### EXERCISE PROMPT
What lines in the records below hold the string "FÄHRENSTRASSE"? Please show them.

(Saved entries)
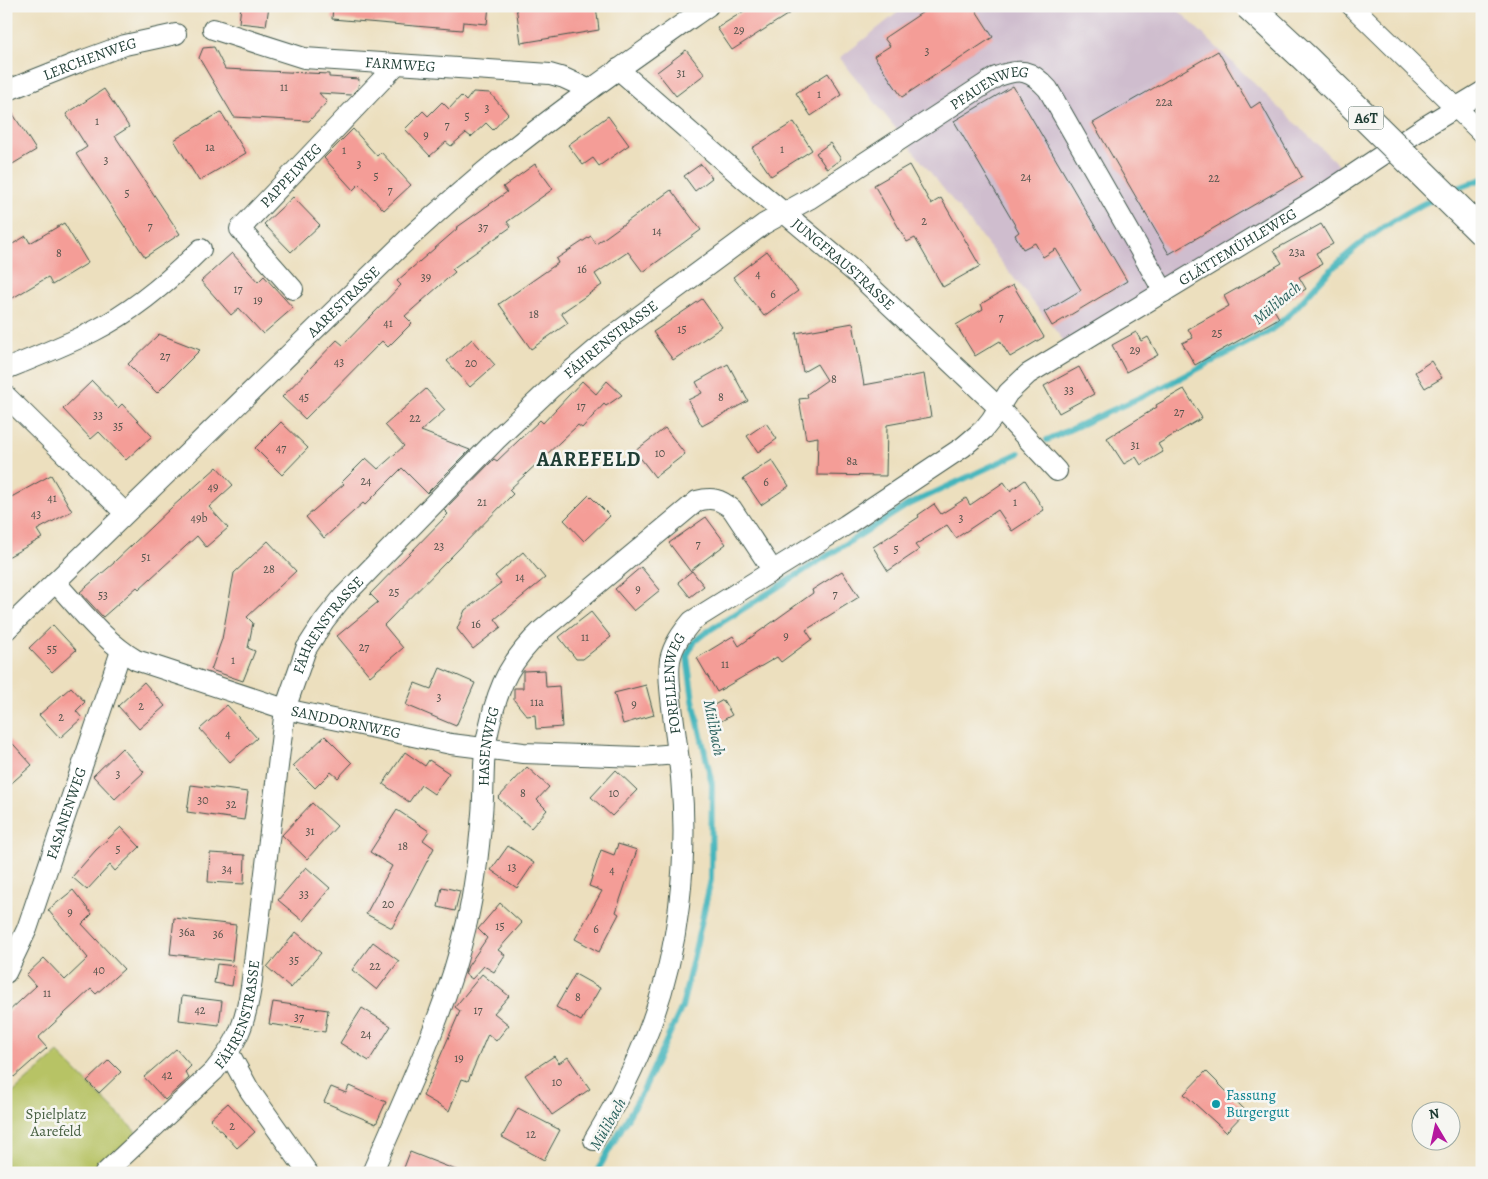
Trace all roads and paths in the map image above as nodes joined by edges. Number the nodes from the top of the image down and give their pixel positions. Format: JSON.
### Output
{"nodes":[{"id":1,"x":708,"y":6,"type":"edge"},
{"id":2,"x":1249,"y":6,"type":"edge"},
{"id":3,"x":1352,"y":6,"type":"edge"},
{"id":4,"x":213,"y":29,"type":"dead end"},
{"id":5,"x":176,"y":34,"type":"dead end"},
{"id":6,"x":396,"y":64,"type":"junction"},
{"id":7,"x":618,"y":69,"type":"junction"},
{"id":8,"x":590,"y":90,"type":"junction"},
{"id":9,"x":6,"y":91,"type":"edge"},
{"id":10,"x":1482,"y":92,"type":"edge"},
{"id":11,"x":1456,"y":108,"type":"junction"},
{"id":12,"x":1482,"y":133,"type":"edge"},
{"id":13,"x":784,"y":213,"type":"junction"},
{"id":14,"x":1482,"y":232,"type":"edge"},
{"id":15,"x":201,"y":249,"type":"dead end"},
{"id":16,"x":293,"y":289,"type":"dead end"},
{"id":17,"x":1164,"y":292,"type":"junction"},
{"id":18,"x":6,"y":370,"type":"edge"},
{"id":19,"x":6,"y":396,"type":"edge"},
{"id":20,"x":998,"y":407,"type":"junction"},
{"id":21,"x":1057,"y":471,"type":"dead end"},
{"id":22,"x":125,"y":513,"type":"junction"},
{"id":23,"x":773,"y":571,"type":"junction"},
{"id":24,"x":55,"y":582,"type":"junction"},
{"id":25,"x":6,"y":630,"type":"edge"},
{"id":26,"x":121,"y":651,"type":"junction"},
{"id":27,"x":285,"y":709,"type":"junction"},
{"id":28,"x":485,"y":749,"type":"junction"},
{"id":29,"x":677,"y":754,"type":"junction"},
{"id":30,"x":6,"y":973,"type":"edge"},
{"id":31,"x":229,"y":1053,"type":"junction"},
{"id":32,"x":594,"y":1140,"type":"dead end"},
{"id":33,"x":105,"y":1173,"type":"edge"},
{"id":34,"x":308,"y":1173,"type":"edge"},
{"id":35,"x":372,"y":1173,"type":"edge"}],
"edges":[{"from":1,"to":7,"type":"street","name":"AARESTRASSE"},
{"from":2,"to":14,"type":"highway","number":"A6T","bridge":true},
{"from":3,"to":11,"type":"street"},
{"from":4,"to":6,"type":"street","name":"FARMWEG"},
{"from":5,"to":9,"type":"street","name":"LERCHENWEG"},
{"from":6,"to":8,"type":"street","name":"FARMWEG"},
{"from":6,"to":16,"type":"street","name":"PAPPELWEG"},
{"from":7,"to":8,"type":"street","name":"AARESTRASSE"},
{"from":7,"to":13,"type":"street","name":"JUNGFRAUSTRASSE"},
{"from":8,"to":22,"type":"street","name":"AARESTRASSE"},
{"from":10,"to":11,"type":"street","name":"GLÄTTEMÜHLEWEG"},
{"from":11,"to":12,"type":"street"},
{"from":11,"to":17,"type":"street","name":"GLÄTTEMÜHLEWEG"},
{"from":13,"to":17,"type":"street","name":"PFAUENWEG"},
{"from":13,"to":20,"type":"street","name":"JUNGFRAUSTRASSE"},
{"from":13,"to":27,"type":"street","name":"FÄHRENSTRASSE"},
{"from":15,"to":18,"type":"street"},
{"from":17,"to":20,"type":"street","name":"GLÄTTEMÜHLEWEG"},
{"from":19,"to":22,"type":"street"},
{"from":20,"to":21,"type":"street","name":"JUNGFRAUSTRASSE"},
{"from":20,"to":23,"type":"street","name":"FORELLENWEG"},
{"from":22,"to":24,"type":"street","name":"AARESTRASSE"},
{"from":23,"to":28,"type":"street","name":"HASENWEG"},
{"from":23,"to":29,"type":"street","name":"FORELLENWEG"},
{"from":24,"to":25,"type":"street","name":"AARESTRASSE"},
{"from":24,"to":26,"type":"street","name":"SANDDORNWEG"},
{"from":26,"to":27,"type":"street","name":"SANDDORNWEG"},
{"from":26,"to":30,"type":"street","name":"FASANENWEG"},
{"from":27,"to":28,"type":"street","name":"SANDDORNWEG"},
{"from":27,"to":31,"type":"street","name":"FÄHRENSTRASSE"},
{"from":28,"to":29,"type":"street","name":"SANDDORNWEG"},
{"from":28,"to":35,"type":"street","name":"HASENWEG"},
{"from":29,"to":32,"type":"street","name":"FORELLENWEG"},
{"from":31,"to":33,"type":"street","name":"FÄHRENSTRASSE"},
{"from":31,"to":34,"type":"street"}]}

### SOLUTION FOR THIS PROBLEM
{"from":13,"to":27,"type":"street","name":"FÄHRENSTRASSE"},
{"from":27,"to":31,"type":"street","name":"FÄHRENSTRASSE"},
{"from":31,"to":33,"type":"street","name":"FÄHRENSTRASSE"},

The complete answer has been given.